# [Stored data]
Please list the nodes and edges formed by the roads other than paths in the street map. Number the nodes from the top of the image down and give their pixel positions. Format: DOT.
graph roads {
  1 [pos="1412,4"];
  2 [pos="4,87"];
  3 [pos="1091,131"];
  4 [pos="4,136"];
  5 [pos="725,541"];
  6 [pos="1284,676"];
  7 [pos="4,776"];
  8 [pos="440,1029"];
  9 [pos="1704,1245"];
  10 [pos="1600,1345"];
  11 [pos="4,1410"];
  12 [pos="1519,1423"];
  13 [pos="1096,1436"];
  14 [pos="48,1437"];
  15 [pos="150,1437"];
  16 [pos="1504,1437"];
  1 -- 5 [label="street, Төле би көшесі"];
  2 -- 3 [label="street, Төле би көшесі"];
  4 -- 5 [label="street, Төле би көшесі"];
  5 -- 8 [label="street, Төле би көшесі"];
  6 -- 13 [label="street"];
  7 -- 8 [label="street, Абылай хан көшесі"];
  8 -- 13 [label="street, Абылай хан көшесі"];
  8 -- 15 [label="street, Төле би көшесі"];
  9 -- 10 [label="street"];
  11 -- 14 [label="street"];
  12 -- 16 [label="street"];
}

# [Work instructions]
Would you repeat each line above exactly as it stands?

# [Task solution]
Please list the nodes and edges formed by the roads other than paths in the street map. Number the nodes from the top of the image down and give their pixel positions. Format: DOT.
graph roads {
  1 [pos="1412,4"];
  2 [pos="4,87"];
  3 [pos="1091,131"];
  4 [pos="4,136"];
  5 [pos="725,541"];
  6 [pos="1284,676"];
  7 [pos="4,776"];
  8 [pos="440,1029"];
  9 [pos="1704,1245"];
  10 [pos="1600,1345"];
  11 [pos="4,1410"];
  12 [pos="1519,1423"];
  13 [pos="1096,1436"];
  14 [pos="48,1437"];
  15 [pos="150,1437"];
  16 [pos="1504,1437"];
  1 -- 5 [label="street, Төле би көшесі"];
  2 -- 3 [label="street, Төле би көшесі"];
  4 -- 5 [label="street, Төле би көшесі"];
  5 -- 8 [label="street, Төле би көшесі"];
  6 -- 13 [label="street"];
  7 -- 8 [label="street, Абылай хан көшесі"];
  8 -- 13 [label="street, Абылай хан көшесі"];
  8 -- 15 [label="street, Төле би көшесі"];
  9 -- 10 [label="street"];
  11 -- 14 [label="street"];
  12 -- 16 [label="street"];
}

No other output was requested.